Assumptions about business “success”
In the introduction to Bo Burlingham’s Small Giants – Companies That Choose to Be Great Instead of Big, he made some interesting points about limited our prevailing benchmarks of what makes a “successful” business really is. Much of the writing about business has been around data that is limited to:
- Publically listed companies – primarily due to the easy access of financial data.
- Companies that are well know – thanks to their marketing spend. This also has a roll-on effect: surveys tend to return these well known companies over others.
- Much business “wisdom” has been from the leaders of these large firms – because these businesses are well known, the words of their leaders have more perceived weight. Whether these leaders actually act on what they say or not is less relevant.
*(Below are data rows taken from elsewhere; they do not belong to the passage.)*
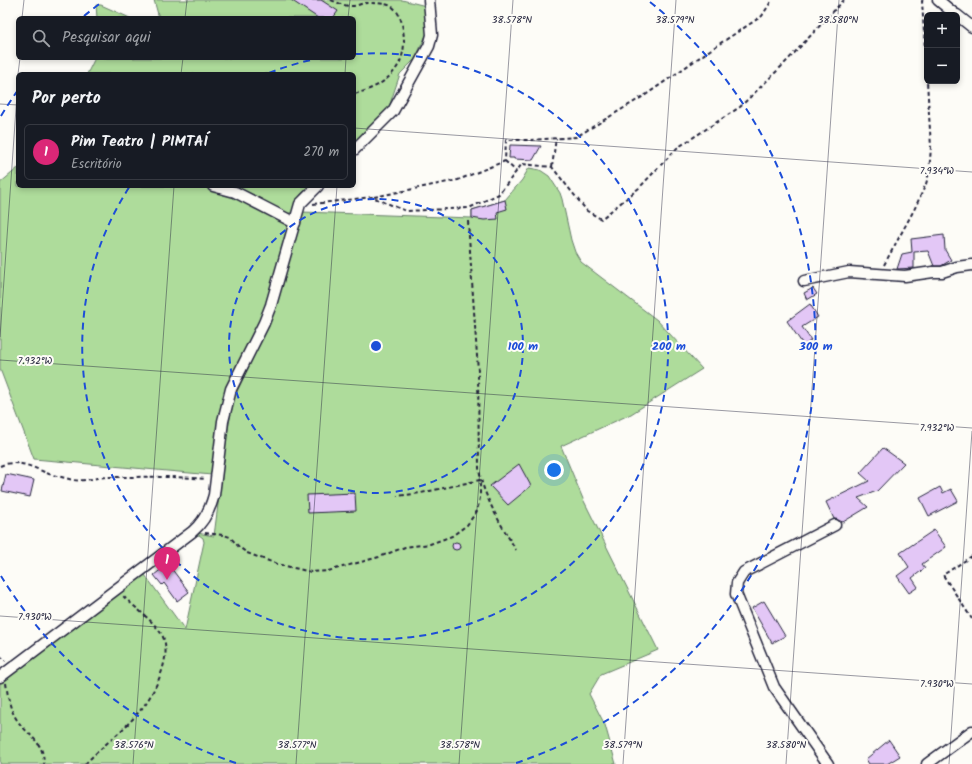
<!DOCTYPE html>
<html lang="pt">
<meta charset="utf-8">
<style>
body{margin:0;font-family:Kalam,sans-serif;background:#20242c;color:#f1f3f6}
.controls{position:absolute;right:12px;top:12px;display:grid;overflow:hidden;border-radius:6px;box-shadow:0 2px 6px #0003}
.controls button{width:36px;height:36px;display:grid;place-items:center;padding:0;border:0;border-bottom:1px solid #363941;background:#171b24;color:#f1f3f6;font:20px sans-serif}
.you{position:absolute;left:554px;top:470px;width:14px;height:14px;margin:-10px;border:3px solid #fff;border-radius:50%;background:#1a73e8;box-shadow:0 0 0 6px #1a73e833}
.badge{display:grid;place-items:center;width:26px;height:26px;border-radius:50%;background:#db2777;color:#fff;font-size:13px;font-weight:700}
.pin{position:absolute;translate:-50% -33px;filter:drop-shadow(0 1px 2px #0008)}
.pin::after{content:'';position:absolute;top:21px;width:14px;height:12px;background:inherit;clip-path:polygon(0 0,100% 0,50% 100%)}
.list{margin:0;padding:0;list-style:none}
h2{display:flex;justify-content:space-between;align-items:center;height:52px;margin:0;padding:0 16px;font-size:17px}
h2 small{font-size:13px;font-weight:400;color:#9ea1a6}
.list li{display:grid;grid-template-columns:26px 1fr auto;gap:12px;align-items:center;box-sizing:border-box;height:56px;margin:0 8px 8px;padding:0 8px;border:1px solid #363941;border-radius:6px}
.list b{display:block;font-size:15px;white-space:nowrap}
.list p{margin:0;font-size:13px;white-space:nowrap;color:#9ea1a6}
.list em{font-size:13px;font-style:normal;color:#9ea1a6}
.icon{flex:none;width:22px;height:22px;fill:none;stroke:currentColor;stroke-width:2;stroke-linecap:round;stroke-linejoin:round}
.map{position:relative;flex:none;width:972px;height:764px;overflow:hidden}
.search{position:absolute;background:#171b24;box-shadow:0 2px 6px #0003;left:16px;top:16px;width:340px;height:44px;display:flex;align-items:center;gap:10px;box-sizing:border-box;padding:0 14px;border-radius:6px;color:#9ea1a6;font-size:15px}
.panel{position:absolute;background:#171b24;box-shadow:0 2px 6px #0003;left:16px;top:72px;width:340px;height:116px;border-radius:6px}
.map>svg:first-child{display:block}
.green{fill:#aedc9b;stroke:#687f6b;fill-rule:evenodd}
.building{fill:#e3c7f6;stroke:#22223b}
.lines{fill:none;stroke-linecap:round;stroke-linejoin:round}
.minor-casing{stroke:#22223b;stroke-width:13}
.path{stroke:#22223b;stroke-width:2;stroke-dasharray:4 3;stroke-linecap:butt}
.minor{stroke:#fdfcf7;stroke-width:10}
.ticks{fill:none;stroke:#22223b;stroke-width:1;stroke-opacity:0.45}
.ring{fill:none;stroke:#1d4ed8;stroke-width:2;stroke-dasharray:7 5}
.ticks-label{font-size:10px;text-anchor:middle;fill:#22223b;stroke:#fdfcf7;stroke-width:4;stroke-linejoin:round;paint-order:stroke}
.centre{fill:#1d4ed8;stroke:#fdfcf7;stroke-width:2}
.ring-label{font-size:12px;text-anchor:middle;font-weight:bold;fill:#1d4ed8;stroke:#fdfcf7;stroke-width:4;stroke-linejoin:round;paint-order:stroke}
</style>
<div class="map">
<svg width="972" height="764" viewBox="0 0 972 764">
<rect width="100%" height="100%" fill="#fdfcf7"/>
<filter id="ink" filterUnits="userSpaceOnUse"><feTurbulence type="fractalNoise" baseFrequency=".025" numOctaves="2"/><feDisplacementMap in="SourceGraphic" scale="8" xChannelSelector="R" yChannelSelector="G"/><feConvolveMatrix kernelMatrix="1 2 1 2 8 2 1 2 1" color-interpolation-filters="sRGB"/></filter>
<g filter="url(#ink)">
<!-- green -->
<g class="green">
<polygon points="154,0 402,0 426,6 427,33 415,59 400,74 388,110 354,145 354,74 87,74 95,58 354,58 354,18 159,18"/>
<polygon points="96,5 101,5 130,18 97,18"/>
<polygon points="18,168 18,186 310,186 301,194 292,213 289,213 286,222 289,224 284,238 285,240 263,317 223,401 219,416 212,475 34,459 0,369 0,183"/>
<path d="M529,168L540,170L549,176L560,193L562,199L571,240L575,252L581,262L657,320L702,369L631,414L561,446L583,499L658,650L601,674L589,694L605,725L616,764H0V682L197,533L214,536L227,434L234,398L264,334L302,212L472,218V210L505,200L522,180ZM199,535L203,538L204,542L185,630L145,575L196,536Z"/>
</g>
<!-- building -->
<g class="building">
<polygon points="291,0 321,0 338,11 333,18 318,18"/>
<polygon points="510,145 541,146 533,160 514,159 514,158 509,158"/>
<polygon points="505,200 507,209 497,212 498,219 484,220 472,218 472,210"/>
<polygon points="944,235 945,250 951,260 941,266 934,266 928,251 914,252 914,268 897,269 902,254 912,252 911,239"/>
<polygon points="813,288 817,294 807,300 804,293"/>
<polygon points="810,304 818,317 802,327 811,340 804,346 787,321"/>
<polygon points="883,448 904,463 877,491 858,498 868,507 843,522 834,519 826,502 869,481 860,473"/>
<polygon points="519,464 531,486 508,505 490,486"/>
<polygon points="6,474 34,480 30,497 2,491"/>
<polygon points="940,487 943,493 951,489 958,501 929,516 920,498"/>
<polygon points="355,493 356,511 308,513 307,495"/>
<polygon points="934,530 946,547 922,564 925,568 912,578 918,587 909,593 897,576 909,567 900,553"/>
<circle cx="456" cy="546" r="4"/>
<polygon points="168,564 189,592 177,601 164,583 162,585 154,575"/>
<polygon points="764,601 785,636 772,643 752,608"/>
<polygon points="889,740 900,756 887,764 869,764 866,759"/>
</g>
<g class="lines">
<defs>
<g id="minor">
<polyline points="938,0 956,15"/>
<polyline points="957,15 972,27"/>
<polyline points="354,150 393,111 429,46 432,35 429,0"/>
<polyline points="213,186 235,192 295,223"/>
<polyline points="804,281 849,272 905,276 933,272 942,272 957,267 972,265"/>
<path d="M0,677L192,532C204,522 210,510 214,495L223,421L231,389L264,323L271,305L300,204L318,186"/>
<polyline points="828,764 774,687 736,594 737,583 744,572 835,525"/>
<polyline points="927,764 972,731"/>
</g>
</defs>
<!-- minor casing -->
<use href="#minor" class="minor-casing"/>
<!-- path -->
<g class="path">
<path d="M331,0C338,3 344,6 352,6C357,6 362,3 367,3C373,3 385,3 391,6C399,11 402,21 403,30C409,66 387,86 354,94"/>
<polyline points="923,0 922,1 927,81"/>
<polyline points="505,161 516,171"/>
<polyline points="552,167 556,138"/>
<polyline points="374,197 458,180 505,161 506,140 530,140 576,137 647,94 710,50 762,16 772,0"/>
<polyline points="313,204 372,197 406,211 469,208 499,194 522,164 552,167 587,211 601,219 639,188 677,148 740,107 784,64 844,0"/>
<path d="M468,221L478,371L479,468C481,493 503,528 516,550"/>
<polyline points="884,265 914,210 926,184 929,173 931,147 927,81"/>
<path d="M0,466C17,458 34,468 49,474C57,476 65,478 73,480C86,482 99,476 112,477C143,477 175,476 206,479"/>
<polyline points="205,533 224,535 230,537 239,547 247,553 277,564 311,572 328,571 379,557 405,547 430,544 452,536 467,525 477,511 480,498 480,480 421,493 397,496"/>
<polyline points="972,556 943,575 972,619"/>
<polyline points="0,656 6,661"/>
<path d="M6,683C8,696 9,708 17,720C28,736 44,741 44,764"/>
<path d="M85,764C102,746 122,732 138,713C153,697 174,656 162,635C153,620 135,608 123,596"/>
</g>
<!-- minor -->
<use href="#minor" class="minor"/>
</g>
</g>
<!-- ticks -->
<path class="ticks" d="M22,18L24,0M185,18L187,0M348,18L350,0M18,74L20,58M181,74L183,58M345,74L346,58M0,104L18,105M354,128L972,172M0,337L18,80M0,360L972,428M0,616L972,684M133,764L174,186M296,764L337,186M459,764L513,0M623,764L676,0M786,764L839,0M949,764L972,431"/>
<!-- distance rings -->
<g class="ring">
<circle cx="376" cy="346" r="147"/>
<path d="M269 73A293 293 0 0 1 320 58M356 54A293 293 0 1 1 130 186"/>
<path d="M236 763A440 440 0 0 1 1 576M1 116A440 440 0 0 1 18 90M84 16A440 440 0 0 1 102 2M650 2A440 440 0 0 1 516 763"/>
</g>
<g class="ticks-label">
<text x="512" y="23">38.578°N</text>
<text x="675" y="23">38.579°N</text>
<text x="838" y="23">38.580°N</text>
<text x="937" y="174">7.934°W</text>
<text x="35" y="364">7.932°W</text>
<text x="937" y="431">7.932°W</text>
<text x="35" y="620">7.930°W</text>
<text x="937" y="687">7.930°W</text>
<text x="134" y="748">38.576°N</text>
<text x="297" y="748">38.577°N</text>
<text x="460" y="748">38.578°N</text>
<text x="623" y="748">38.579°N</text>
<text x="786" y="748">38.580°N</text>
</g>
<circle cx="376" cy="346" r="6" class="centre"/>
<g class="ring-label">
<text x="523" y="350">100 m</text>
<text x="669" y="350">200 m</text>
<text x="816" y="350">300 m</text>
</g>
</svg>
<div class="controls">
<button>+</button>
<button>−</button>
</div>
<div class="you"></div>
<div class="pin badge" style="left:167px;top:580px">1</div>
<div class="search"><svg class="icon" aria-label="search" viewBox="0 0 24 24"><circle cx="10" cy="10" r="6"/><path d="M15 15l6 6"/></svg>Pesquisar aqui</div>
<section class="panel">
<h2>Por perto<small></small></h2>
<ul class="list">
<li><span class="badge">1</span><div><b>Pim Teatro | PIMTAÍ</b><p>Escritório</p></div><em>270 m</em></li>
</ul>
</section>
</div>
- The assumption that there is only one form of shareholder value – in publically listed ocmpanies, financial return is a key factor for shareholders. In the majority of other businesses, this is less so the primary goal.
- The desire, or logic, to grow bigger and bigger is not universally applicable – especially for privately held companies who are not driven primarily by the bottom line.
- Privately held companies are too diverse to make simple comparisons meaningful. The different mechanisms of taxation applicable to privately held companies means decisions are made differently with very different outcomes at the balance sheet level.
Small Giants – Companies That Choose to Be Great Instead of Big by Bo Burlingham. ISBN 978-1-59184-149-4.